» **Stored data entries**
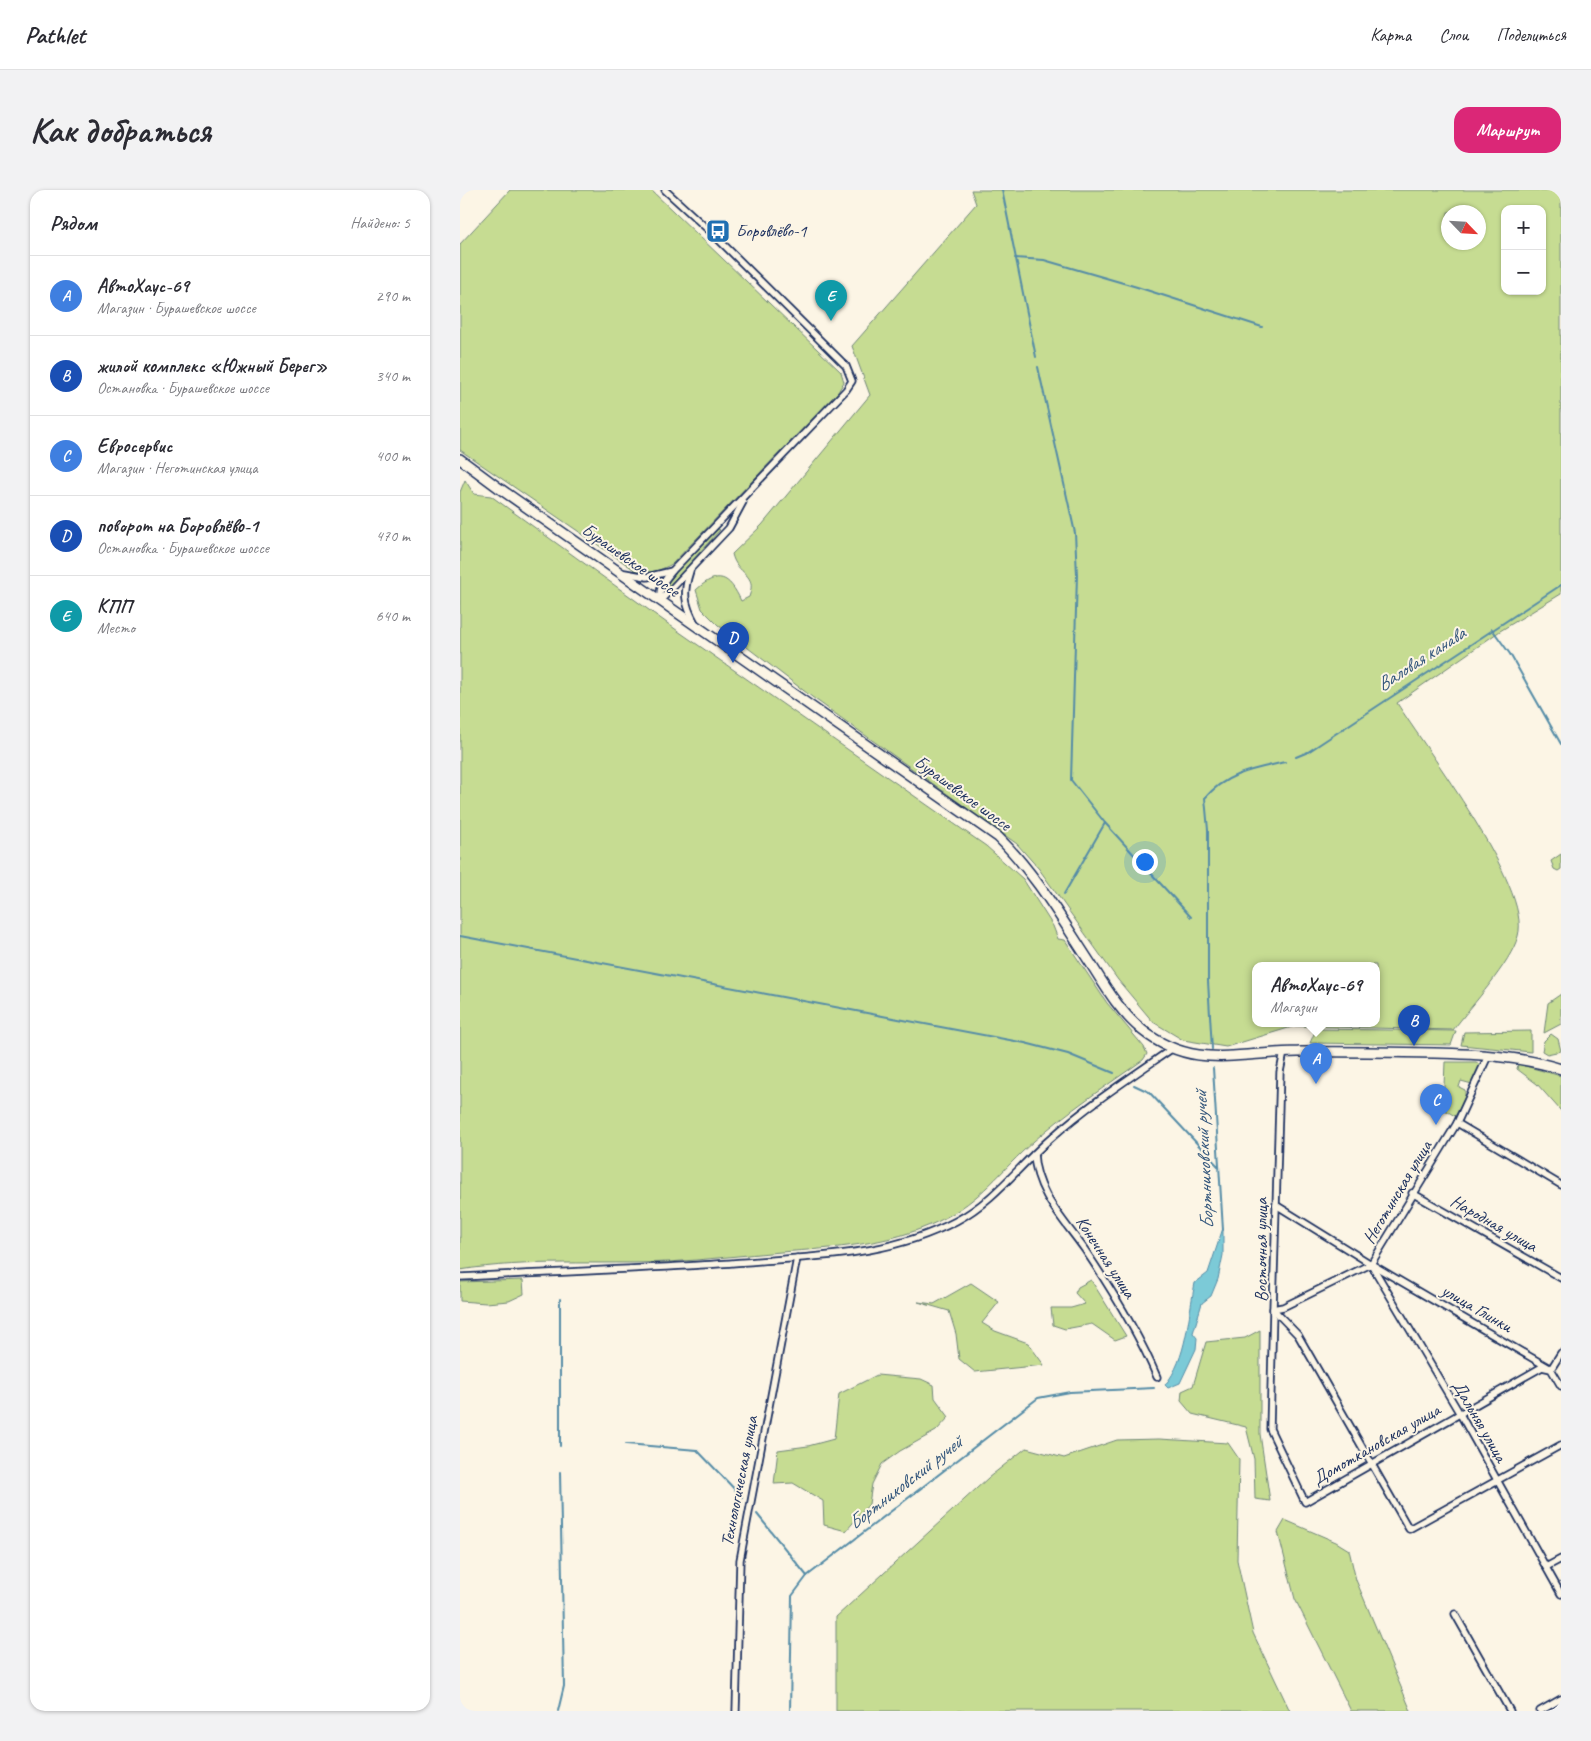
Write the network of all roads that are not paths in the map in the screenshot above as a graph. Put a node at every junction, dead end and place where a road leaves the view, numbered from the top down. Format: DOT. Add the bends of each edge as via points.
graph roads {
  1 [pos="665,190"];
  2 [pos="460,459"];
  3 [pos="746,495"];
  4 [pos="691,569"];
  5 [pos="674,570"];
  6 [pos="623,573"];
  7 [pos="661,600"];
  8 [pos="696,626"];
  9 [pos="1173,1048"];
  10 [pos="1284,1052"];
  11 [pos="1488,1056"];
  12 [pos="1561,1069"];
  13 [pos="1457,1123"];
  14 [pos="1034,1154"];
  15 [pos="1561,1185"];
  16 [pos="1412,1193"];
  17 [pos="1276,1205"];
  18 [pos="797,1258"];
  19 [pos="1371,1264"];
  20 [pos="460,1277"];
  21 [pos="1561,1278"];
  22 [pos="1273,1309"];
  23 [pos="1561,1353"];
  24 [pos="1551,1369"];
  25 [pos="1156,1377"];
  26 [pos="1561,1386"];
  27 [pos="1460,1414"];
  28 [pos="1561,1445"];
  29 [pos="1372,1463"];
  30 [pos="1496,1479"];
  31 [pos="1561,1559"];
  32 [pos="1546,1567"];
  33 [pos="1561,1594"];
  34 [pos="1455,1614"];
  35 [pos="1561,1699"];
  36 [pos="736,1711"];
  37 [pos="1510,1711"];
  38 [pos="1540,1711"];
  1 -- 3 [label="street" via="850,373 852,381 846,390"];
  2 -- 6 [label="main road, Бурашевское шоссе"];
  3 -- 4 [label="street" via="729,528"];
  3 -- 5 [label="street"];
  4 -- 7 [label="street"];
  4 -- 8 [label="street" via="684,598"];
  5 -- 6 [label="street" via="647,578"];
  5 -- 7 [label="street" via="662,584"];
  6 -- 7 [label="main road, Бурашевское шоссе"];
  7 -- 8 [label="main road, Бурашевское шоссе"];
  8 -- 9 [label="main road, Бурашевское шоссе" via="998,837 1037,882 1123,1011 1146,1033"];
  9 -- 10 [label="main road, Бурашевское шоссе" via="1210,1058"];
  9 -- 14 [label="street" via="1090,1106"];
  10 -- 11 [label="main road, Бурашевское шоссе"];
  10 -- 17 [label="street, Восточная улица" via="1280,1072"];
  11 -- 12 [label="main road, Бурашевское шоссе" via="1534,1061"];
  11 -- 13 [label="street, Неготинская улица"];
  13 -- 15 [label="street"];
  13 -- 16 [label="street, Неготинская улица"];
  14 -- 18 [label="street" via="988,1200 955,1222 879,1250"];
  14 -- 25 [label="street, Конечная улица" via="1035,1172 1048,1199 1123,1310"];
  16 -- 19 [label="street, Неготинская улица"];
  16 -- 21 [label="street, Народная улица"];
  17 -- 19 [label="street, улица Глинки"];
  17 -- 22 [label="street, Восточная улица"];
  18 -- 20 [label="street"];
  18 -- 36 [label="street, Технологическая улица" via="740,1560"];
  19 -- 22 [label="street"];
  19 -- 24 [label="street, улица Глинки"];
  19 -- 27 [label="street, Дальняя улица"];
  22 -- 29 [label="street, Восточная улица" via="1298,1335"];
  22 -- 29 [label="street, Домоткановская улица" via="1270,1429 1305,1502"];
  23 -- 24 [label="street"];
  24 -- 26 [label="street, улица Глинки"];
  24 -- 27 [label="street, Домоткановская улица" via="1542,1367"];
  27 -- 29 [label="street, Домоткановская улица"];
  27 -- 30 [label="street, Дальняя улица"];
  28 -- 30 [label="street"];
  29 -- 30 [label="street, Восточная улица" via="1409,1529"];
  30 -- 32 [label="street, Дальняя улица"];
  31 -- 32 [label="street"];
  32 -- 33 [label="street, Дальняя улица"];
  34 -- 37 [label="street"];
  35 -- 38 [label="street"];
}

» **EXERCISE**
Leave out the pictures and reproduce the rest of the records exactly.

» **RESPONSE FOR THIS EXERCISE**
Write the network of all roads that are not paths in the map in the screenshot above as a graph. Put a node at every junction, dead end and place where a road leaves the view, numbered from the top down. Format: DOT. Add the bends of each edge as via points.
graph roads {
  1 [pos="665,190"];
  2 [pos="460,459"];
  3 [pos="746,495"];
  4 [pos="691,569"];
  5 [pos="674,570"];
  6 [pos="623,573"];
  7 [pos="661,600"];
  8 [pos="696,626"];
  9 [pos="1173,1048"];
  10 [pos="1284,1052"];
  11 [pos="1488,1056"];
  12 [pos="1561,1069"];
  13 [pos="1457,1123"];
  14 [pos="1034,1154"];
  15 [pos="1561,1185"];
  16 [pos="1412,1193"];
  17 [pos="1276,1205"];
  18 [pos="797,1258"];
  19 [pos="1371,1264"];
  20 [pos="460,1277"];
  21 [pos="1561,1278"];
  22 [pos="1273,1309"];
  23 [pos="1561,1353"];
  24 [pos="1551,1369"];
  25 [pos="1156,1377"];
  26 [pos="1561,1386"];
  27 [pos="1460,1414"];
  28 [pos="1561,1445"];
  29 [pos="1372,1463"];
  30 [pos="1496,1479"];
  31 [pos="1561,1559"];
  32 [pos="1546,1567"];
  33 [pos="1561,1594"];
  34 [pos="1455,1614"];
  35 [pos="1561,1699"];
  36 [pos="736,1711"];
  37 [pos="1510,1711"];
  38 [pos="1540,1711"];
  1 -- 3 [label="street" via="850,373 852,381 846,390"];
  2 -- 6 [label="main road, Бурашевское шоссе"];
  3 -- 4 [label="street" via="729,528"];
  3 -- 5 [label="street"];
  4 -- 7 [label="street"];
  4 -- 8 [label="street" via="684,598"];
  5 -- 6 [label="street" via="647,578"];
  5 -- 7 [label="street" via="662,584"];
  6 -- 7 [label="main road, Бурашевское шоссе"];
  7 -- 8 [label="main road, Бурашевское шоссе"];
  8 -- 9 [label="main road, Бурашевское шоссе" via="998,837 1037,882 1123,1011 1146,1033"];
  9 -- 10 [label="main road, Бурашевское шоссе" via="1210,1058"];
  9 -- 14 [label="street" via="1090,1106"];
  10 -- 11 [label="main road, Бурашевское шоссе"];
  10 -- 17 [label="street, Восточная улица" via="1280,1072"];
  11 -- 12 [label="main road, Бурашевское шоссе" via="1534,1061"];
  11 -- 13 [label="street, Неготинская улица"];
  13 -- 15 [label="street"];
  13 -- 16 [label="street, Неготинская улица"];
  14 -- 18 [label="street" via="988,1200 955,1222 879,1250"];
  14 -- 25 [label="street, Конечная улица" via="1035,1172 1048,1199 1123,1310"];
  16 -- 19 [label="street, Неготинская улица"];
  16 -- 21 [label="street, Народная улица"];
  17 -- 19 [label="street, улица Глинки"];
  17 -- 22 [label="street, Восточная улица"];
  18 -- 20 [label="street"];
  18 -- 36 [label="street, Технологическая улица" via="740,1560"];
  19 -- 22 [label="street"];
  19 -- 24 [label="street, улица Глинки"];
  19 -- 27 [label="street, Дальняя улица"];
  22 -- 29 [label="street, Восточная улица" via="1298,1335"];
  22 -- 29 [label="street, Домоткановская улица" via="1270,1429 1305,1502"];
  23 -- 24 [label="street"];
  24 -- 26 [label="street, улица Глинки"];
  24 -- 27 [label="street, Домоткановская улица" via="1542,1367"];
  27 -- 29 [label="street, Домоткановская улица"];
  27 -- 30 [label="street, Дальняя улица"];
  28 -- 30 [label="street"];
  29 -- 30 [label="street, Восточная улица" via="1409,1529"];
  30 -- 32 [label="street, Дальняя улица"];
  31 -- 32 [label="street"];
  32 -- 33 [label="street, Дальняя улица"];
  34 -- 37 [label="street"];
  35 -- 38 [label="street"];
}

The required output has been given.